Jim looks at the doctor’s hand as though it burns, and then her husband shakes his head. “But she’s been… She’s been doing things.”

 

“Things?” echoes the doctor.

 

Jim shoves his hands into his pockets, dropping his voice low so as not to wake Cassie. “I don’t know. We’ll say something and she’ll just… do it. Cover her ears or close her eyes or make a run for it or just…stare at us. And she’s…” He drops her voice even lower. “She’s been wetting herself. Is that something we can…fix?”

 

Dr. Cho looks worn. Tired. Maggie remembers then that the woman is far younger than she is: at least by a decade. “Again, I’m not a psychiatrist.

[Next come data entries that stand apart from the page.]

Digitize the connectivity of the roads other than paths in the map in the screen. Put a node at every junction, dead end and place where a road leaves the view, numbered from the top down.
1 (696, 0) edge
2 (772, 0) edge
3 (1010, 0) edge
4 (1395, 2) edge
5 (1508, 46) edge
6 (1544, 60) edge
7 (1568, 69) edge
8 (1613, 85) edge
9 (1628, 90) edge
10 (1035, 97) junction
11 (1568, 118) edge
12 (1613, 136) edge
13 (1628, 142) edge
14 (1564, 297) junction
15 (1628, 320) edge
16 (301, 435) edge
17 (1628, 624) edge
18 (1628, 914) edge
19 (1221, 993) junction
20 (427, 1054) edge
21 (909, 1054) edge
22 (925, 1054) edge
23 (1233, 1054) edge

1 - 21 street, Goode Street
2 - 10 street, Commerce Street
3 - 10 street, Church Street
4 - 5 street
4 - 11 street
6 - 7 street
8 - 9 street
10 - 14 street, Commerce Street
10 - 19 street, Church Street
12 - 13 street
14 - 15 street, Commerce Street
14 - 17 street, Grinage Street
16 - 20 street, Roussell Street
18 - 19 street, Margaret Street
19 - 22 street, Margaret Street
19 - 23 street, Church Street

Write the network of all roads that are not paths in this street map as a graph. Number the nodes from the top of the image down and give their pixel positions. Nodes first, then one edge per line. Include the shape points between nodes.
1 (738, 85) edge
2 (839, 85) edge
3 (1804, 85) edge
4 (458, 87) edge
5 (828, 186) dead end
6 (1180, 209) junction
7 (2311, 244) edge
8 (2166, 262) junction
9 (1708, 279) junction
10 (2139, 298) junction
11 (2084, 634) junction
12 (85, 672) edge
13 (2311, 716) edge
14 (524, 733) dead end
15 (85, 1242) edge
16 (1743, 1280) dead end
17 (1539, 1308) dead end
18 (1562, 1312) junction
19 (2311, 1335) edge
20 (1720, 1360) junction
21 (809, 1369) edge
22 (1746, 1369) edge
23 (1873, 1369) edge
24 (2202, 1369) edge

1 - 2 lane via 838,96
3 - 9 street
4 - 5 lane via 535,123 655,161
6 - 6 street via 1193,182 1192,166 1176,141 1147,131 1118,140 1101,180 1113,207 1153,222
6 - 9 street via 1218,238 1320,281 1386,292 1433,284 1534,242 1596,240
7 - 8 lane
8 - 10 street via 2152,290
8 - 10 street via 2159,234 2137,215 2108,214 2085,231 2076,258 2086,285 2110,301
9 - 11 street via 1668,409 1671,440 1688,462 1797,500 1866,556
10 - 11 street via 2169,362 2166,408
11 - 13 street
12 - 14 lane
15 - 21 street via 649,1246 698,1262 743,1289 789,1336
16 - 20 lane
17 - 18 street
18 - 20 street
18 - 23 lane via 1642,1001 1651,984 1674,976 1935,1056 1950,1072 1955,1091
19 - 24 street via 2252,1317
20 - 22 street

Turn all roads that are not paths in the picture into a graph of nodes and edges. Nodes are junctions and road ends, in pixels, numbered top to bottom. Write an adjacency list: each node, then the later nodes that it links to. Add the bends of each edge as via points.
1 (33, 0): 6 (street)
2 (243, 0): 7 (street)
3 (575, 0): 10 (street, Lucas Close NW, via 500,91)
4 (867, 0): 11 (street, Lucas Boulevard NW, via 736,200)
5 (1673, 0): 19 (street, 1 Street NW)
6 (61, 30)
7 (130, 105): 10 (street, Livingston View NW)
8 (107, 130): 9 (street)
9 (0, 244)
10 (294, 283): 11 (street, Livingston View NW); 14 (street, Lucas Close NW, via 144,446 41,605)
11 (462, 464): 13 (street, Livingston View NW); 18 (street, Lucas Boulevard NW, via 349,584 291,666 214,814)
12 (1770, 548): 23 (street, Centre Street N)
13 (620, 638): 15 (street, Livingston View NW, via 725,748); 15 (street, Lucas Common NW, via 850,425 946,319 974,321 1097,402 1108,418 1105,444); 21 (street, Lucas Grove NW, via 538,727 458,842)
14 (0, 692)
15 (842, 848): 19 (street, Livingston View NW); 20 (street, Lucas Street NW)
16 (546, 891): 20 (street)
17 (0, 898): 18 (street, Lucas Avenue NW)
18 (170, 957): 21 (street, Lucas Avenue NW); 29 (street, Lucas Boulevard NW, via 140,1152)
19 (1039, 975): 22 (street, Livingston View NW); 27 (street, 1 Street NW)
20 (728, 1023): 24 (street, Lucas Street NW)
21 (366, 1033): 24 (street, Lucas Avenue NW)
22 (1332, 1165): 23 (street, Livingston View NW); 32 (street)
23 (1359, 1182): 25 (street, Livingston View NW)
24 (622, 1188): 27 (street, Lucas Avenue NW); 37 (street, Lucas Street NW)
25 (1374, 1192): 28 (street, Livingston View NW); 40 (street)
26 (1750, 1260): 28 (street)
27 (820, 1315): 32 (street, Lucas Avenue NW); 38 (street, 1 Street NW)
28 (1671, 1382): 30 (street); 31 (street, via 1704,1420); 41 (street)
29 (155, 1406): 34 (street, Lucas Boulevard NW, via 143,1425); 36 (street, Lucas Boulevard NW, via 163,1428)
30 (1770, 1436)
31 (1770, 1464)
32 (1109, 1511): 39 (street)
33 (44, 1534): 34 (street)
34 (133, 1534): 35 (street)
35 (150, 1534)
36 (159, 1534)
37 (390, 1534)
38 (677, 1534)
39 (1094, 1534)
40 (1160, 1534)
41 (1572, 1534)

There should be someone here soon to… To help with that.”

 

The woman looks like she might say something else, but then she grimaces, nods, and briskly leaves the hospital room. 

 


 

SUNDAY, AUGUST 26 — 11:05 PM

 

Peter sleeps through the night.

 

And all the while, Tony stays by his side.

 

They sedate him enough that his sleep is motionless and slack.

 

Not that it matters much how slack he is—with those leather-buckled restraints on either wrist, he’s not going anywhere. 

 

As the night creeps on, Tony asks one of the nurses for a couple items: a water basin, a bottle of conditioner, a rat-tail comb, hair oil, and shampoo. The nurse returns in a few minutes with the supplies.

 

Pepper offers to help him, but Tony wants to do it himself.

 

Piece by piece, section by section, strand by strand, Tony Stark combs through his kid’s hair, handwashing it as best he can in the water basin, keeled over the head of Peter’s bed as he does it. He massages the dark tangles out of the kid’s hair—so much of his hair is so knotted that it’s become dreaded, tangled into a gnarled mess.

 

It takes time. 

 

A couple hours go by, and then another.

 

Tony’s mind goes pleasantly blank as he works. He washes and washes and washes, unpacking layers of dirt and old dried blood from the kid’s hair, loosing it into the basin and refilling it again. He goes through the tangles with layers of conditioner and shampoo until he’s got the kid’s hair smooth and soft and smelling sweetly of clementine. 

 

By the end, his hair is combed through. He looks so much more like Peter as his hair dries, clean curls drying on his forehead.

 

Tony ghosts his hand over the kid’s hair, pushing it away from his eyes. It’s long now that it’s untangled, reaching just past his shoulders. His hair and nails always did grow so fast— a Spider thing, Peter used to call it. 

 

Tonight, for once, Tony doesn’t think about Charlie or his crew or the witness killer or anyone else. He thinks about Peter—and how peaceful he looks like this. 

 

Tony hasn’t seen Peter Parker at peace in a long time.